The service mesh pattern allows us to ‘outsource’ the network management of inbound and outbound requests made by any service including 3rd party applications. This is achieved by using an out of process proxy, which manages every inbound and outbound network request.
This proxy sits on the execution path of every request and it’s therefore a data plane process, and since one of the use-cases is implementing end-to-end TLS encryption and observability, you run one instance of the proxy alongside every service so that you can seamlessly implement those features without requiring the application teams to do too much work and abstracting those concerns away from them.
This data plane proxy runs alongside every replica of every service which gives a decentralized deployment (as opposed to the API gateway pattern, which is a centralized deployment). To keep latency at a minimum, we can run the data plane proxy on the same machine (VM, host, pod) as the service that we are running. The proxy acts as a load balancer for incoming requests, and a reverse proxy for outgoing.
To implement this decentralized proxy service we will need a control plane to enforce policies and propagate the correct configurations.
The service mesh pattern, therefore, is more invasive than the API gateway pattern because it requires us to deploy a data plane proxy next to each instance of every service, requiring us to update our CI/CD jobs in a substantial way when deploying our applications.
With service mesh, we are fundamentally dealing with one primary use case.

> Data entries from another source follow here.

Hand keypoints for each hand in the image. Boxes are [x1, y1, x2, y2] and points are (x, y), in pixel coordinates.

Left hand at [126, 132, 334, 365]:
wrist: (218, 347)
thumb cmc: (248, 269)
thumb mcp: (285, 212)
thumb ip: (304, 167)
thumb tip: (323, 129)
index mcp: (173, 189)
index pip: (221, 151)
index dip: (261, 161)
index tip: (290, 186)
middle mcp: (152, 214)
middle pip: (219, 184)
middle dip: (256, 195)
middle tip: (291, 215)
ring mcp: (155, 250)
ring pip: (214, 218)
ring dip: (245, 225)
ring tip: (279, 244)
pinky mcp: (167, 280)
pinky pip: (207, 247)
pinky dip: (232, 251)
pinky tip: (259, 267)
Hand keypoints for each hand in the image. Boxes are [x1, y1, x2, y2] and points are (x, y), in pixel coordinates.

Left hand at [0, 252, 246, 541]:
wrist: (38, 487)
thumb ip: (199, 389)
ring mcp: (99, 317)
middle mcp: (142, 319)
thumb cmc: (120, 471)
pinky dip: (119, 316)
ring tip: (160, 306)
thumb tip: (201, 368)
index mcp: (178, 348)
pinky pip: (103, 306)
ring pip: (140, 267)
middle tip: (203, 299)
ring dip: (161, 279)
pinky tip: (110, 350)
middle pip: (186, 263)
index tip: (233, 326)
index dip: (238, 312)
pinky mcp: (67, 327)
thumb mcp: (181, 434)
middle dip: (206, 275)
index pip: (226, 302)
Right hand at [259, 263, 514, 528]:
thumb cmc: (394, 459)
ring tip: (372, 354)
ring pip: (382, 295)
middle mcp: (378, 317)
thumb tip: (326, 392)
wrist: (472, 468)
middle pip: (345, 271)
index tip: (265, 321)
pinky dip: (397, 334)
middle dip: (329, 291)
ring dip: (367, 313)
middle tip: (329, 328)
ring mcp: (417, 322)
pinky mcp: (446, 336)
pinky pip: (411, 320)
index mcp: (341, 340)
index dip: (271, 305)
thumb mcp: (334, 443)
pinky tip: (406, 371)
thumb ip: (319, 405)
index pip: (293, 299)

Use Case: Service Connectivity
By outsourcing the network management to a third-party proxy application, the teams can avoid implementing network management in their own services. The proxy can then implement features like mutual TLS encryption, identity, routing, logging, tracing, load-balancing and so on for every service and workload that we deploy, including third-party services like databases that our organization is adopting but not building from scratch.

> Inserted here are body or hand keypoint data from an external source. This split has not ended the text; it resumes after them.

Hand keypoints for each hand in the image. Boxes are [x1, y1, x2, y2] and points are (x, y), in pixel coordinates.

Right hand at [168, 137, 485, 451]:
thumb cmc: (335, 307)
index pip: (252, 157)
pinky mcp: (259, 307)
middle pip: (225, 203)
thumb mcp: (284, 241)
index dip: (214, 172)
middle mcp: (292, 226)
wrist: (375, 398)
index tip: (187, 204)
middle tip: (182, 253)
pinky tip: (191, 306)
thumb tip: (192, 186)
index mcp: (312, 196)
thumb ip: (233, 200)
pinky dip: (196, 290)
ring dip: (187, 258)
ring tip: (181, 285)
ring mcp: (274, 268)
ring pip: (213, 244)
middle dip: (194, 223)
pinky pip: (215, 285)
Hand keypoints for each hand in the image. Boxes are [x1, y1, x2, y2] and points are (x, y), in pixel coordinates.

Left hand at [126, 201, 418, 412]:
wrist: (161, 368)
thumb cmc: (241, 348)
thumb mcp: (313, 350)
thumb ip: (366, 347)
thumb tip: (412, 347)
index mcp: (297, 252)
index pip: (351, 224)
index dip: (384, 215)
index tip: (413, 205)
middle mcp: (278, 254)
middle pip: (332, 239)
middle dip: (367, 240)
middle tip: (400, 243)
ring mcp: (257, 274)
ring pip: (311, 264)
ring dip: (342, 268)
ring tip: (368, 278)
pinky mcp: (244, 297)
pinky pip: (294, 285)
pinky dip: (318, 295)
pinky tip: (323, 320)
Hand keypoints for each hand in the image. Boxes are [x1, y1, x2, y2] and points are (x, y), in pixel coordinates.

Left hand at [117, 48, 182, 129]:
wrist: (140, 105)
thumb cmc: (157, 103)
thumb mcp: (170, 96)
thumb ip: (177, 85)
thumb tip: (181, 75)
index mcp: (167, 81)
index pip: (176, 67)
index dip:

Since service connectivity within the organization will run on a large number of protocols, a complete service mesh implementation will ideally support not just HTTP but also any other TCP traffic, regardless of connections travelling north-south or east-west. In this context, service mesh supports a broader range of services and implements L4/L7 traffic policies, whereas API gateways have historically been more focused on L7 policies only.
From a conceptual standpoint, service mesh has a very simple view of the workloads that are running in our systems: everything is a service, and services can talk to each other. Because an API gateway is also a service that receives requests and makes requests, an API gateway would just be a service among other services in a mesh.
The data plane proxies are effectively client load-balancers so they can route outgoing requests to other proxies (and therefore other services), the control plane of a service mesh must know the address of each proxy so that the L4/ L7 routing capability can be performed. The address can be associated with any meta-data, like the service name. By doing so, a service mesh essentially provides a built-in service discovery that doesn’t necessarily require a third-party solution. A service discovery tool can still be used to communicate outside of the mesh but most likely not for the traffic that goes inside the mesh.